** Opening Records shown block **

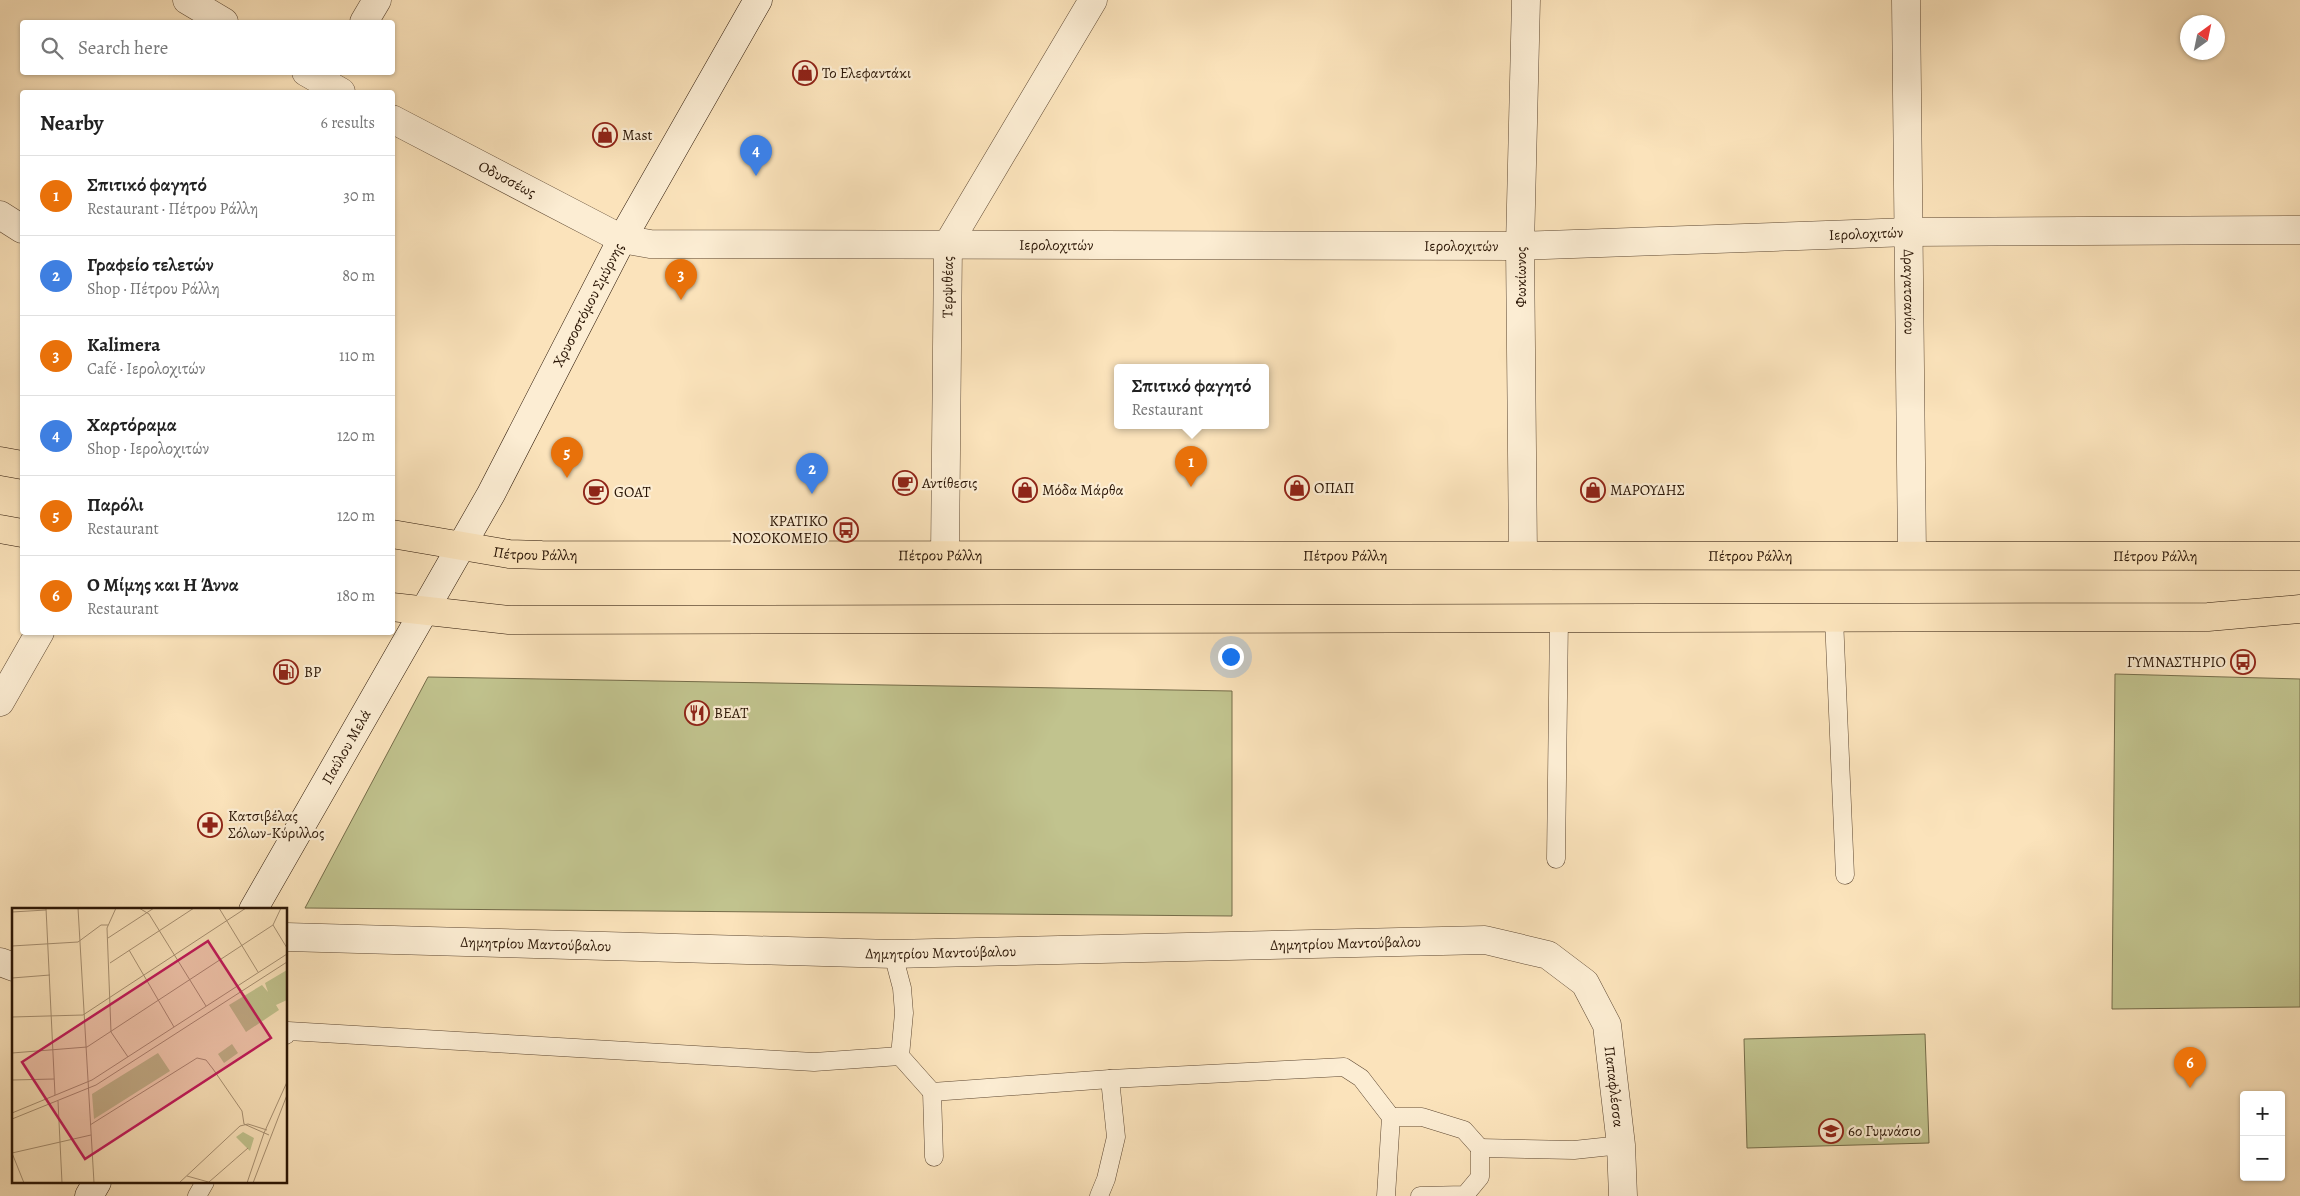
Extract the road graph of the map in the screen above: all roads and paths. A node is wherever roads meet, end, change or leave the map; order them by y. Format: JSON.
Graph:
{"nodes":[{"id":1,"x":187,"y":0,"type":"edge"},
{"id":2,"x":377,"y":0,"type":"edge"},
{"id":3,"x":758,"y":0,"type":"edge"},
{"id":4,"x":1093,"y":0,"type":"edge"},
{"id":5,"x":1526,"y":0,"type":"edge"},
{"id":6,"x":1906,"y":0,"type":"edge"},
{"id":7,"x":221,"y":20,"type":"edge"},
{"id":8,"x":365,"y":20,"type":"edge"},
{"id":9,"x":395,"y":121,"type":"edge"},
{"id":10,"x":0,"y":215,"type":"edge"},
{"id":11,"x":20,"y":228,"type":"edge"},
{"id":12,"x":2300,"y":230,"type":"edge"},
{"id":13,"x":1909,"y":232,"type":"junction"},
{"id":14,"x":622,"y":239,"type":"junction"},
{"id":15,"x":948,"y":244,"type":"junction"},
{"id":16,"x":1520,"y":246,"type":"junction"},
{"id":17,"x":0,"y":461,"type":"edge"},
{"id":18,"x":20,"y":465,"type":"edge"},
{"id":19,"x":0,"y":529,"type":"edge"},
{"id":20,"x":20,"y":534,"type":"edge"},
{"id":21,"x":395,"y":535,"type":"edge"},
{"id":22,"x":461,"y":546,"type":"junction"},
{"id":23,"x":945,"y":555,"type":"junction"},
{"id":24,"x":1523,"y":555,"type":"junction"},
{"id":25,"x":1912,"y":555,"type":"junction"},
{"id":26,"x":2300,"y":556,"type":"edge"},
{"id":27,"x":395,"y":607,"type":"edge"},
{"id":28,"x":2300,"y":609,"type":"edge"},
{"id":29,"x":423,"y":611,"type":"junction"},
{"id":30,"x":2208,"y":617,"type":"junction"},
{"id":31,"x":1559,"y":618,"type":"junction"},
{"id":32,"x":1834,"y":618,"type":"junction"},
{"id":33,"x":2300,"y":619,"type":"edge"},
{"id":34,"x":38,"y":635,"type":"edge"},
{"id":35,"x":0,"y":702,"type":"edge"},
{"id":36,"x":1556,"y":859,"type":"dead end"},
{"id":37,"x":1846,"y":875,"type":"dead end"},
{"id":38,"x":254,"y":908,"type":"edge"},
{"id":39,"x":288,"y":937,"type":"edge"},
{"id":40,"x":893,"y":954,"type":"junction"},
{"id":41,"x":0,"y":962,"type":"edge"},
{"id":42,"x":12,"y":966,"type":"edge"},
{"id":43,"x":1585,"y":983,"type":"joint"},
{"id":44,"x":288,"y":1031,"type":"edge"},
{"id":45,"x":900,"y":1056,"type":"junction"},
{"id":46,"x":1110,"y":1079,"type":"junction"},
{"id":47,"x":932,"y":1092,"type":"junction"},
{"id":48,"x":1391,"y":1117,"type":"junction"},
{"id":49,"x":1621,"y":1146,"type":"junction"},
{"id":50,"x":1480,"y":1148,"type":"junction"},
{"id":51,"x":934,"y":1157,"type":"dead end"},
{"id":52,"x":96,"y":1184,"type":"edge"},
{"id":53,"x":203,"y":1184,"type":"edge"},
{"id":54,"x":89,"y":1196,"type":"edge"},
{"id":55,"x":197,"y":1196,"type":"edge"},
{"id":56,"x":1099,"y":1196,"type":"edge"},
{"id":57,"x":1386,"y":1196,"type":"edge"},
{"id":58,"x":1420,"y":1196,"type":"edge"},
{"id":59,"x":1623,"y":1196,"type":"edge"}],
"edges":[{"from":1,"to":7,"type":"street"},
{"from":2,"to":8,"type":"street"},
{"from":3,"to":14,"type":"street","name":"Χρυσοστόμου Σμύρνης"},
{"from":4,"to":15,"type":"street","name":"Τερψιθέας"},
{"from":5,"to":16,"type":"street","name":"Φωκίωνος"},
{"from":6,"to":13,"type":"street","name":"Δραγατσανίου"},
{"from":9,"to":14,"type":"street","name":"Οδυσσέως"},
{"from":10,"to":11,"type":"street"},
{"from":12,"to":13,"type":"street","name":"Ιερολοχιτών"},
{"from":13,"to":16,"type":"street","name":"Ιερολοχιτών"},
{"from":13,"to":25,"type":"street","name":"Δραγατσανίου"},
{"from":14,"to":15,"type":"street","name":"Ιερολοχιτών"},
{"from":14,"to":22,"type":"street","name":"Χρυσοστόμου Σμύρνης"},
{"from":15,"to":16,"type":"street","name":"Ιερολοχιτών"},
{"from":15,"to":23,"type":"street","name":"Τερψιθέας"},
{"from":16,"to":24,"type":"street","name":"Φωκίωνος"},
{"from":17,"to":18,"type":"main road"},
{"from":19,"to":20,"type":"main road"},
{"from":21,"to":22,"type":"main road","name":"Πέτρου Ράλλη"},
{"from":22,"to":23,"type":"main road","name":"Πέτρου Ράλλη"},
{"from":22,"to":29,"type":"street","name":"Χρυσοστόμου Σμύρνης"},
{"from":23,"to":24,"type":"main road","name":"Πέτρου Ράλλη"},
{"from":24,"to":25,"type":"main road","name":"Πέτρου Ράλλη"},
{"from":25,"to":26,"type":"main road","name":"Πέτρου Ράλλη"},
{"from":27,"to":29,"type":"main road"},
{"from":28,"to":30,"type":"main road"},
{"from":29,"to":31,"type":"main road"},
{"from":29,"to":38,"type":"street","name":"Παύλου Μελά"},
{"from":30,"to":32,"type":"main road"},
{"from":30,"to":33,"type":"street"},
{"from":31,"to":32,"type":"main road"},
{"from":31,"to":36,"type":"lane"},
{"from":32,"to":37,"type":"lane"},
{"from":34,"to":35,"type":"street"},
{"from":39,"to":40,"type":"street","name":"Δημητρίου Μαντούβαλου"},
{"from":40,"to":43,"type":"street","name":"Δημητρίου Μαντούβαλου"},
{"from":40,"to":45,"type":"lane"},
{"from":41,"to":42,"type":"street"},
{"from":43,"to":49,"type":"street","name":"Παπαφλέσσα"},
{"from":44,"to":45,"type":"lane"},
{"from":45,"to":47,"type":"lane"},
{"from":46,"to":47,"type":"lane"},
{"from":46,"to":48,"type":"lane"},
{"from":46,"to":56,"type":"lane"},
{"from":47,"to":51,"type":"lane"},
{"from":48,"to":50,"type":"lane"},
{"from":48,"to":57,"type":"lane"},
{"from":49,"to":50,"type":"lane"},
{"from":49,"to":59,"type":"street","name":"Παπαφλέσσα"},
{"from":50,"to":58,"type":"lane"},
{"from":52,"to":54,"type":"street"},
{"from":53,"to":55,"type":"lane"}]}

** Closing Records shown block **

# [What the exercise asks]
Pictures must be left out when the records are transcribed exactly.

# [Task response]
Extract the road graph of the map in the screen above: all roads and paths. A node is wherever roads meet, end, change or leave the map; order them by y. Format: JSON.
Graph:
{"nodes":[{"id":1,"x":187,"y":0,"type":"edge"},
{"id":2,"x":377,"y":0,"type":"edge"},
{"id":3,"x":758,"y":0,"type":"edge"},
{"id":4,"x":1093,"y":0,"type":"edge"},
{"id":5,"x":1526,"y":0,"type":"edge"},
{"id":6,"x":1906,"y":0,"type":"edge"},
{"id":7,"x":221,"y":20,"type":"edge"},
{"id":8,"x":365,"y":20,"type":"edge"},
{"id":9,"x":395,"y":121,"type":"edge"},
{"id":10,"x":0,"y":215,"type":"edge"},
{"id":11,"x":20,"y":228,"type":"edge"},
{"id":12,"x":2300,"y":230,"type":"edge"},
{"id":13,"x":1909,"y":232,"type":"junction"},
{"id":14,"x":622,"y":239,"type":"junction"},
{"id":15,"x":948,"y":244,"type":"junction"},
{"id":16,"x":1520,"y":246,"type":"junction"},
{"id":17,"x":0,"y":461,"type":"edge"},
{"id":18,"x":20,"y":465,"type":"edge"},
{"id":19,"x":0,"y":529,"type":"edge"},
{"id":20,"x":20,"y":534,"type":"edge"},
{"id":21,"x":395,"y":535,"type":"edge"},
{"id":22,"x":461,"y":546,"type":"junction"},
{"id":23,"x":945,"y":555,"type":"junction"},
{"id":24,"x":1523,"y":555,"type":"junction"},
{"id":25,"x":1912,"y":555,"type":"junction"},
{"id":26,"x":2300,"y":556,"type":"edge"},
{"id":27,"x":395,"y":607,"type":"edge"},
{"id":28,"x":2300,"y":609,"type":"edge"},
{"id":29,"x":423,"y":611,"type":"junction"},
{"id":30,"x":2208,"y":617,"type":"junction"},
{"id":31,"x":1559,"y":618,"type":"junction"},
{"id":32,"x":1834,"y":618,"type":"junction"},
{"id":33,"x":2300,"y":619,"type":"edge"},
{"id":34,"x":38,"y":635,"type":"edge"},
{"id":35,"x":0,"y":702,"type":"edge"},
{"id":36,"x":1556,"y":859,"type":"dead end"},
{"id":37,"x":1846,"y":875,"type":"dead end"},
{"id":38,"x":254,"y":908,"type":"edge"},
{"id":39,"x":288,"y":937,"type":"edge"},
{"id":40,"x":893,"y":954,"type":"junction"},
{"id":41,"x":0,"y":962,"type":"edge"},
{"id":42,"x":12,"y":966,"type":"edge"},
{"id":43,"x":1585,"y":983,"type":"joint"},
{"id":44,"x":288,"y":1031,"type":"edge"},
{"id":45,"x":900,"y":1056,"type":"junction"},
{"id":46,"x":1110,"y":1079,"type":"junction"},
{"id":47,"x":932,"y":1092,"type":"junction"},
{"id":48,"x":1391,"y":1117,"type":"junction"},
{"id":49,"x":1621,"y":1146,"type":"junction"},
{"id":50,"x":1480,"y":1148,"type":"junction"},
{"id":51,"x":934,"y":1157,"type":"dead end"},
{"id":52,"x":96,"y":1184,"type":"edge"},
{"id":53,"x":203,"y":1184,"type":"edge"},
{"id":54,"x":89,"y":1196,"type":"edge"},
{"id":55,"x":197,"y":1196,"type":"edge"},
{"id":56,"x":1099,"y":1196,"type":"edge"},
{"id":57,"x":1386,"y":1196,"type":"edge"},
{"id":58,"x":1420,"y":1196,"type":"edge"},
{"id":59,"x":1623,"y":1196,"type":"edge"}],
"edges":[{"from":1,"to":7,"type":"street"},
{"from":2,"to":8,"type":"street"},
{"from":3,"to":14,"type":"street","name":"Χρυσοστόμου Σμύρνης"},
{"from":4,"to":15,"type":"street","name":"Τερψιθέας"},
{"from":5,"to":16,"type":"street","name":"Φωκίωνος"},
{"from":6,"to":13,"type":"street","name":"Δραγατσανίου"},
{"from":9,"to":14,"type":"street","name":"Οδυσσέως"},
{"from":10,"to":11,"type":"street"},
{"from":12,"to":13,"type":"street","name":"Ιερολοχιτών"},
{"from":13,"to":16,"type":"street","name":"Ιερολοχιτών"},
{"from":13,"to":25,"type":"street","name":"Δραγατσανίου"},
{"from":14,"to":15,"type":"street","name":"Ιερολοχιτών"},
{"from":14,"to":22,"type":"street","name":"Χρυσοστόμου Σμύρνης"},
{"from":15,"to":16,"type":"street","name":"Ιερολοχιτών"},
{"from":15,"to":23,"type":"street","name":"Τερψιθέας"},
{"from":16,"to":24,"type":"street","name":"Φωκίωνος"},
{"from":17,"to":18,"type":"main road"},
{"from":19,"to":20,"type":"main road"},
{"from":21,"to":22,"type":"main road","name":"Πέτρου Ράλλη"},
{"from":22,"to":23,"type":"main road","name":"Πέτρου Ράλλη"},
{"from":22,"to":29,"type":"street","name":"Χρυσοστόμου Σμύρνης"},
{"from":23,"to":24,"type":"main road","name":"Πέτρου Ράλλη"},
{"from":24,"to":25,"type":"main road","name":"Πέτρου Ράλλη"},
{"from":25,"to":26,"type":"main road","name":"Πέτρου Ράλλη"},
{"from":27,"to":29,"type":"main road"},
{"from":28,"to":30,"type":"main road"},
{"from":29,"to":31,"type":"main road"},
{"from":29,"to":38,"type":"street","name":"Παύλου Μελά"},
{"from":30,"to":32,"type":"main road"},
{"from":30,"to":33,"type":"street"},
{"from":31,"to":32,"type":"main road"},
{"from":31,"to":36,"type":"lane"},
{"from":32,"to":37,"type":"lane"},
{"from":34,"to":35,"type":"street"},
{"from":39,"to":40,"type":"street","name":"Δημητρίου Μαντούβαλου"},
{"from":40,"to":43,"type":"street","name":"Δημητρίου Μαντούβαλου"},
{"from":40,"to":45,"type":"lane"},
{"from":41,"to":42,"type":"street"},
{"from":43,"to":49,"type":"street","name":"Παπαφλέσσα"},
{"from":44,"to":45,"type":"lane"},
{"from":45,"to":47,"type":"lane"},
{"from":46,"to":47,"type":"lane"},
{"from":46,"to":48,"type":"lane"},
{"from":46,"to":56,"type":"lane"},
{"from":47,"to":51,"type":"lane"},
{"from":48,"to":50,"type":"lane"},
{"from":48,"to":57,"type":"lane"},
{"from":49,"to":50,"type":"lane"},
{"from":49,"to":59,"type":"street","name":"Παπαφλέσσα"},
{"from":50,"to":58,"type":"lane"},
{"from":52,"to":54,"type":"street"},
{"from":53,"to":55,"type":"lane"}]}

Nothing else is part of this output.